Yeah, but when the API is more complex than just using ID3DXSprite...something is wrong.

https://mollyrocket.com/9115

Quote:Original post by MJP
you either work at a low-level or you work with a framework that trades simplicity for flexibility


I think that exact tradeoff is what most potential users of Direct2D would've wanted.
Anthony Umfer
Quote:Original post by CadetUmfer
Yeah, but when the API is more complex than just using ID3DXSprite...something is wrong.

https://mollyrocket.com/9115

Quote:Original post by MJP
you either work at a low-level or you work with a framework that trades simplicity for flexibility


I think that exact tradeoff is what most potential users of Direct2D would've wanted.


The D3DX library is a utility library that sits on top of Direct3D, not a part of the Direct3D specific API. You are comparing apples to oranges.

People who want something higher level should stick to GDI/GDI+.
No I'm not. I'm comparing 2 APIs that can accomplish similar things: tell the GPU to draw a textured quad. In addition, Direct2D is also built on top of Direct3D.

Maybe I'm wrong, and there is a large market of users who want to write high-performance 2D graphics, and want to learn a complex API, but don't want those skills to transfer over to a existing popular 3D API.
Anthony Umfer
Quote:Original post by CadetUmfer
No I'm not. I'm comparing 2 APIs that can accomplish similar things: tell the GPU to draw a textured quad. In addition, Direct2D is also built on top of Direct3D.
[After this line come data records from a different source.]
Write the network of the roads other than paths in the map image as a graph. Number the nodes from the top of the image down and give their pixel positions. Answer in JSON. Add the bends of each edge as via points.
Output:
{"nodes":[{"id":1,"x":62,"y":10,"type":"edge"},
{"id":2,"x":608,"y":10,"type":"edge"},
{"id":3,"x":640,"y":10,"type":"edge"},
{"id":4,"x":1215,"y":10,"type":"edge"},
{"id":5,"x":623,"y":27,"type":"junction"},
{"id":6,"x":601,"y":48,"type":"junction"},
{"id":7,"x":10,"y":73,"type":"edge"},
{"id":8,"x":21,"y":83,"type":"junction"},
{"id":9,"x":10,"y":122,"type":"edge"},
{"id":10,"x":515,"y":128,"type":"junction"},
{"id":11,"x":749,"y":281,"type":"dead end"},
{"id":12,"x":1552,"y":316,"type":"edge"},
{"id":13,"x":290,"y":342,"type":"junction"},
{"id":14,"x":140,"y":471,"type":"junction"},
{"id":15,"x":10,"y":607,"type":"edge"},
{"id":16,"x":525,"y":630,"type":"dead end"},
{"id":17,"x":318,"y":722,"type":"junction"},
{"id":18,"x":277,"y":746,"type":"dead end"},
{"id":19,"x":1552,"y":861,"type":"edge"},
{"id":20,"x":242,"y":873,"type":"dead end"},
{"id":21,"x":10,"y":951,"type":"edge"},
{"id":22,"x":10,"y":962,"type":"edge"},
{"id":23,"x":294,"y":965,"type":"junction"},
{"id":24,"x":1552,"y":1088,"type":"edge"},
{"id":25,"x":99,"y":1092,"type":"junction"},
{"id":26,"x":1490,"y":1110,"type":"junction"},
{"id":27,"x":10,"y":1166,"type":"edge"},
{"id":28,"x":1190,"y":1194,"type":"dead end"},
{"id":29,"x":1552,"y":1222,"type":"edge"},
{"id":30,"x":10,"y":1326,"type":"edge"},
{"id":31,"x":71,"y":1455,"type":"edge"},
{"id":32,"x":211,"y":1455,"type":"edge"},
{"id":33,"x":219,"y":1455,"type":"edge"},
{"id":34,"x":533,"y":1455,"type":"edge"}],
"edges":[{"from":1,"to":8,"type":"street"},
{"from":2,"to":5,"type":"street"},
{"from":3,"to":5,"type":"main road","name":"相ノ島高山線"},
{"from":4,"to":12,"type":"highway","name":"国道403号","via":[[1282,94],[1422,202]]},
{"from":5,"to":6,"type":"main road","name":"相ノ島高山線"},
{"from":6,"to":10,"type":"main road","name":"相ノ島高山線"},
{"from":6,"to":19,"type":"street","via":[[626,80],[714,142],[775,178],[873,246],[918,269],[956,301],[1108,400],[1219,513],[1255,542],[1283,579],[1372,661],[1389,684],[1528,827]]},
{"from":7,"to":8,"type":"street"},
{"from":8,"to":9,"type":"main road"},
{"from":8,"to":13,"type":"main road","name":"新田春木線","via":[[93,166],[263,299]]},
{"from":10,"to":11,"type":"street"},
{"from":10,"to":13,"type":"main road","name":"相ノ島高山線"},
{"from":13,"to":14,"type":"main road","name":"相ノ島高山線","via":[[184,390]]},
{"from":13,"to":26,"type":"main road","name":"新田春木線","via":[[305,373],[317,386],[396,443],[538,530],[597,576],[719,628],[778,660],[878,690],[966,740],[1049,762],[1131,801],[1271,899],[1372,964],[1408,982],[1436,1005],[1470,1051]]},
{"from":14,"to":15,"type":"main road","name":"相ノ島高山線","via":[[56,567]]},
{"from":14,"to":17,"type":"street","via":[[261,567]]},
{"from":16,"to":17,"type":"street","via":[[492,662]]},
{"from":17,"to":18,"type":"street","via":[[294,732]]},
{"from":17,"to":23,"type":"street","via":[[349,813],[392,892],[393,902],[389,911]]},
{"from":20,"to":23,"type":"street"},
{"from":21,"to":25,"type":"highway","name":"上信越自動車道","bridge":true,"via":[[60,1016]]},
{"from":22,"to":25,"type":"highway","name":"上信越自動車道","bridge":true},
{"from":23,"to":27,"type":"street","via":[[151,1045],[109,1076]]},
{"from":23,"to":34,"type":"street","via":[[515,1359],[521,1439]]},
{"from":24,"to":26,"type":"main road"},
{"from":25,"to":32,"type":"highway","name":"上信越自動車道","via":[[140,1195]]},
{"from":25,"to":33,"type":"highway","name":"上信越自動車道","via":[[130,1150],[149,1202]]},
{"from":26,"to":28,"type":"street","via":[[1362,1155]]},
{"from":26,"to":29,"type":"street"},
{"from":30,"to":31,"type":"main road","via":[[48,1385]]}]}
You're comparing a single class with an extremely narrow use-case (drawing textured quads) with an entire API that has an extremely broad use-case (drawing 2D graphics and text). If you wanted you could make your own ID3DXSprite-esque class for Direct2D that makes it easy to throw sprites at the screen, since that's the whole point of Direct2D: it'd flexible and low-level enough for you to build higher-level frameworks abstractions on top of it without getting in your way.

If you think that there isn't a need for such an API then you're welcome to feel that way, but I think it was more than a little misguided on your part to claim that the API writers are bad at what they do just because you misunderstood Direct2D's purpose.